Personal information
- Born: 24 November 1967 (age 58) Rathenow, Bezirk Potsdam, East Germany

Sport
- Sport: Rowing

Medal record
Representing East Germany
World Rowing Championships
| Gold medal – first place | 1990 Tasmania | Quadruple sculls |
Summer Universiade
| Bronze medal – third place | 1989 Duisburg | Quadruple sculls |
Representing Germany
Olympic Games
| Gold medal – first place | 1992 Barcelona | Double sculls |
| Gold medal – first place | 1996 Atlanta | Quadruple sculls |
World Rowing Championships
| Gold medal – first place | 1991 Vienna | Quadruple Sculls |
| Gold medal – first place | 1994 Indianapolis | Quadruple Sculls |
| Gold medal – first place | 1995 Tampere | Quadruple Sculls |
| Gold medal – first place | 1997 Aiguebelette | Quadruple Sculls |
| Silver medal – second place | 1993 Racice | Double Sculls |

= Kerstin Köppen =

German rower

Kerstin Köppen (later Köppen-Kosbab now Holtmeyer, born 24 November 1967) is a German former rower and Olympic champion.
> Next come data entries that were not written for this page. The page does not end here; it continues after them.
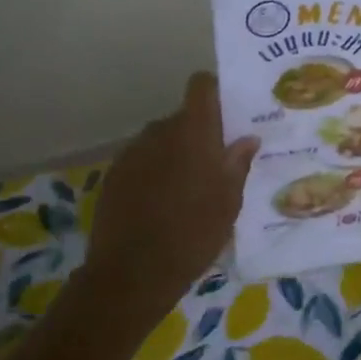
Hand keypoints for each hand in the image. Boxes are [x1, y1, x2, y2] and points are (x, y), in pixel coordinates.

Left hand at [83, 73, 259, 313]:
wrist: (133, 272)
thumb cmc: (193, 234)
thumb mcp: (228, 203)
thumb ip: (237, 164)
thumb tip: (247, 139)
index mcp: (193, 132)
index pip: (201, 86)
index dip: (214, 92)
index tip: (228, 113)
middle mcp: (159, 131)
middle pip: (182, 118)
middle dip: (198, 135)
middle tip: (215, 165)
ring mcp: (132, 152)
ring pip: (160, 141)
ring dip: (174, 155)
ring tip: (186, 191)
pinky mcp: (113, 175)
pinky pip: (141, 162)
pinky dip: (153, 173)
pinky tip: (160, 206)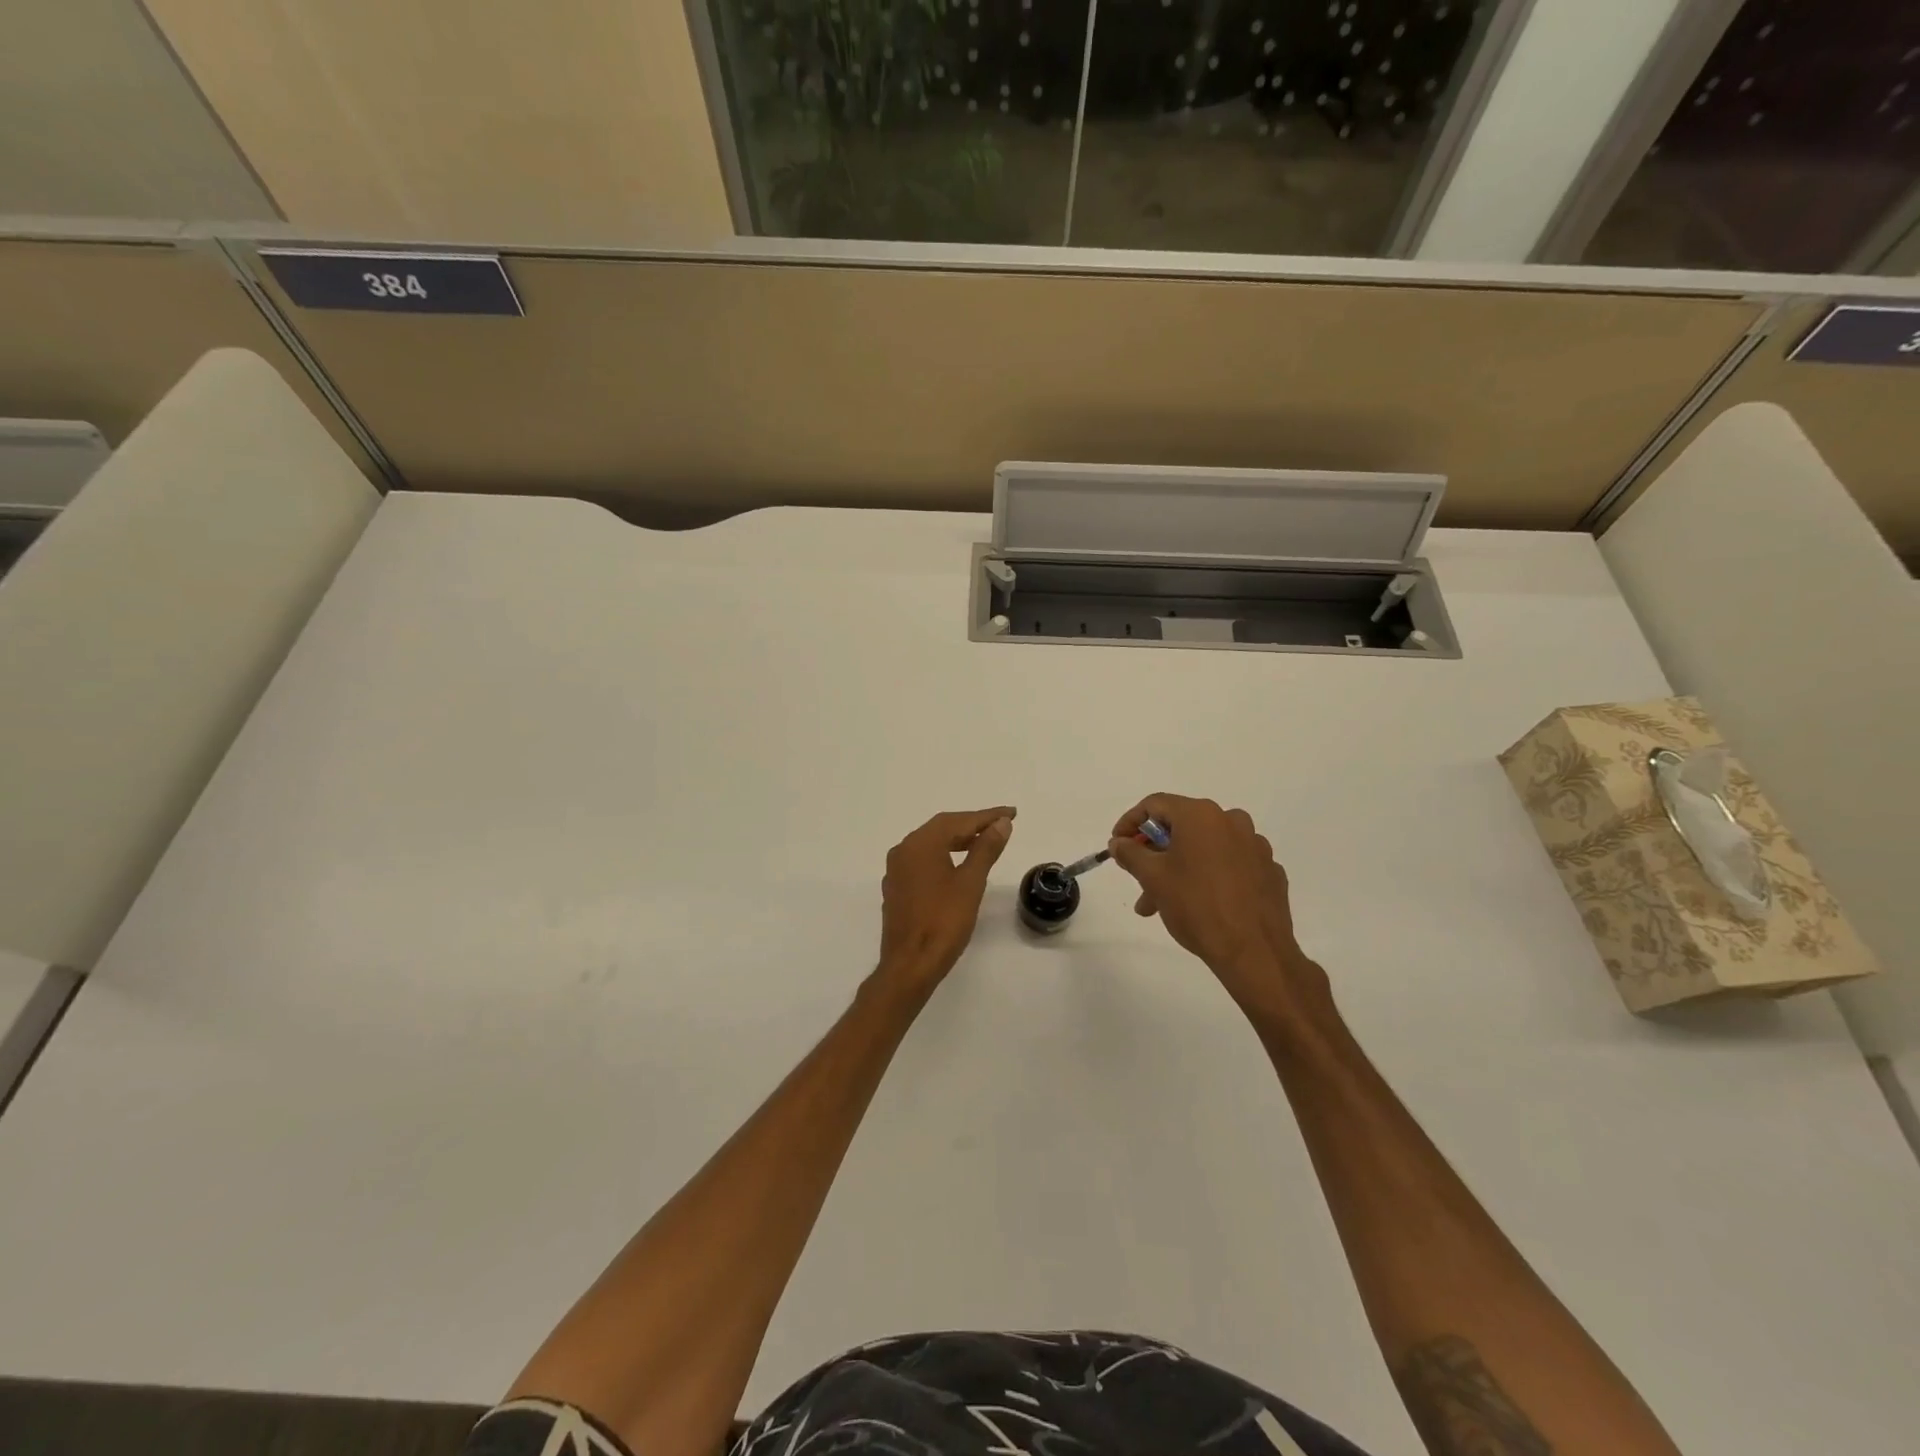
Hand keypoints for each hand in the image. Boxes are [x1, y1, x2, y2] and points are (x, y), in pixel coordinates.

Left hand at [877, 806, 1015, 992]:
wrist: (910, 965)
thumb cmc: (943, 922)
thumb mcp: (971, 883)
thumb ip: (985, 849)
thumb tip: (1001, 823)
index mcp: (920, 844)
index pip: (958, 821)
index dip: (987, 816)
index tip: (1011, 813)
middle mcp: (904, 850)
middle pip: (942, 828)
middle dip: (972, 825)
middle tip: (1001, 825)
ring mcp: (897, 870)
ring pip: (931, 844)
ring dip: (958, 839)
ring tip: (985, 842)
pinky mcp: (897, 888)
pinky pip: (923, 860)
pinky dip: (944, 855)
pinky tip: (958, 864)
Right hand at [1110, 794, 1330, 1024]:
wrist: (1254, 952)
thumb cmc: (1196, 906)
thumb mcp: (1152, 878)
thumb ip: (1130, 853)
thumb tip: (1119, 842)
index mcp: (1201, 815)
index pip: (1155, 804)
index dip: (1130, 822)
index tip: (1117, 846)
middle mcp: (1231, 821)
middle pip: (1181, 826)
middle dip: (1154, 853)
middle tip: (1138, 880)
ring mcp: (1255, 846)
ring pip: (1205, 848)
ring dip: (1179, 868)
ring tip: (1162, 903)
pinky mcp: (1268, 871)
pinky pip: (1230, 864)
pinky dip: (1210, 875)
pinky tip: (1201, 904)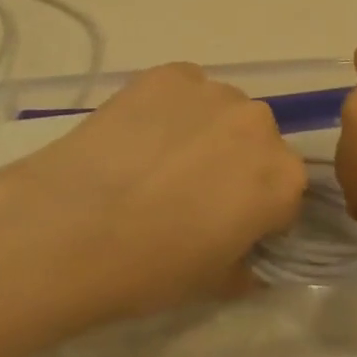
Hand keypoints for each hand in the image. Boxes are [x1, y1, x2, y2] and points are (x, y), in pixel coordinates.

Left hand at [0, 64, 308, 321]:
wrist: (72, 226)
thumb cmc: (150, 267)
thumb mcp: (213, 284)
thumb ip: (246, 265)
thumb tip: (246, 257)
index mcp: (283, 178)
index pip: (284, 193)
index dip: (256, 214)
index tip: (227, 227)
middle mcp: (259, 124)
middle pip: (257, 143)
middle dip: (234, 164)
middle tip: (190, 191)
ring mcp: (212, 91)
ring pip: (221, 111)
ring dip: (204, 130)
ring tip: (157, 159)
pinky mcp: (168, 73)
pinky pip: (183, 88)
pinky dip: (169, 106)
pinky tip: (137, 134)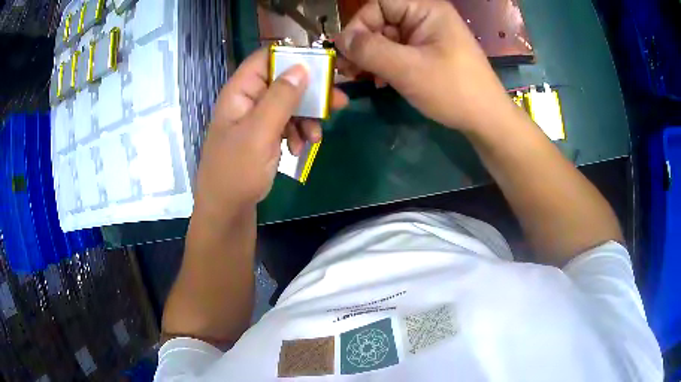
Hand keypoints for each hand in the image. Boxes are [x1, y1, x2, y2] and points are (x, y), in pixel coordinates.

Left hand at [194, 49, 347, 216]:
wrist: (227, 211)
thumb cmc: (237, 171)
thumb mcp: (260, 132)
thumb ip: (281, 98)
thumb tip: (302, 67)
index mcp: (240, 92)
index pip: (266, 58)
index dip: (293, 57)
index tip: (322, 67)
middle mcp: (248, 100)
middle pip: (283, 81)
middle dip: (310, 93)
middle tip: (338, 102)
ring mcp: (256, 119)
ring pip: (289, 104)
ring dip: (306, 118)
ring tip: (315, 138)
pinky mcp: (263, 136)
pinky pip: (286, 124)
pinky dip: (297, 133)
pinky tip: (299, 149)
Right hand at [337, 0, 512, 131]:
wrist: (486, 120)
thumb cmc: (452, 90)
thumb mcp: (407, 69)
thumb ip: (369, 50)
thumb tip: (340, 40)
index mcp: (425, 10)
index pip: (379, 3)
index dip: (360, 23)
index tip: (349, 50)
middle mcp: (425, 17)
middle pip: (380, 20)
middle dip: (362, 44)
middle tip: (348, 70)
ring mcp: (427, 36)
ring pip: (386, 38)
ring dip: (370, 57)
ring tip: (360, 78)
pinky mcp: (427, 53)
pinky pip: (397, 52)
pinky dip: (384, 65)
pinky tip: (380, 82)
She is a two-time Olympic gold medallist, winning in 1992 and 1996. In addition, she has also won 5 Gold Medals in the Quadruple Sculls event at the World Championships beginning with Lake Barrington, Tasmania in 1990 whilst representing the former East Germany and a further four times for the re-unified Germany. She is married to Ralf Holtmeyer who coaches the German eight.